RECORDS TO USE below:

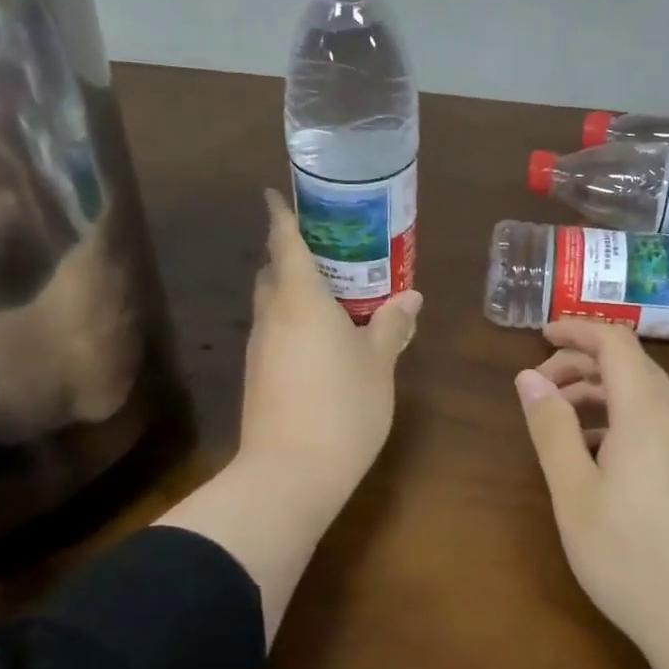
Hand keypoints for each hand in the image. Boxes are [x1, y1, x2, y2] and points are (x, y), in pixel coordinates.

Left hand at [240, 189, 421, 509]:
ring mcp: (259, 349)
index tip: (275, 195)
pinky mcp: (257, 378)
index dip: (280, 216)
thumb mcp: (378, 363)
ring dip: (293, 293)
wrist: (289, 473)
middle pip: (272, 273)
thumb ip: (392, 325)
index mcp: (301, 300)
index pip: (285, 243)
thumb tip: (411, 297)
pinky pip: (274, 334)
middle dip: (290, 256)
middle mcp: (272, 317)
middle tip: (328, 252)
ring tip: (332, 296)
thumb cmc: (343, 406)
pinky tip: (321, 341)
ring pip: (272, 306)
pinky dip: (292, 324)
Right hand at [516, 322, 668, 668]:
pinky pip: (659, 424)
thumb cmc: (629, 555)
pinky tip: (598, 455)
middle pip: (632, 366)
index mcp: (647, 411)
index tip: (541, 335)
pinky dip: (623, 419)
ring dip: (602, 393)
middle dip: (583, 363)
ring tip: (561, 418)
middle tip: (540, 385)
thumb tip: (529, 377)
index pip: (616, 342)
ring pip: (646, 396)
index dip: (578, 330)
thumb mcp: (574, 491)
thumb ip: (550, 428)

End of RECORDS TO USE.

▸ THE PROBLEM
Restate word for word the lines above, beginning with the one that contains "pinky pip: (659, 424)" and ending with the last line.

▸ SOLUTION TO THIS PROBLEM
pinky pip: (659, 424)
thumb cmc: (629, 555)
pinky tip: (598, 455)
middle pip: (632, 366)
index mcp: (647, 411)
index tip: (541, 335)
pinky dip: (623, 419)
ring dip: (602, 393)
middle dip: (583, 363)
ring tip: (561, 418)
middle tip: (540, 385)
thumb tip: (529, 377)
index pip: (616, 342)
ring pip: (646, 396)
index dip: (578, 330)
thumb mcp: (574, 491)
thumb ip: (550, 428)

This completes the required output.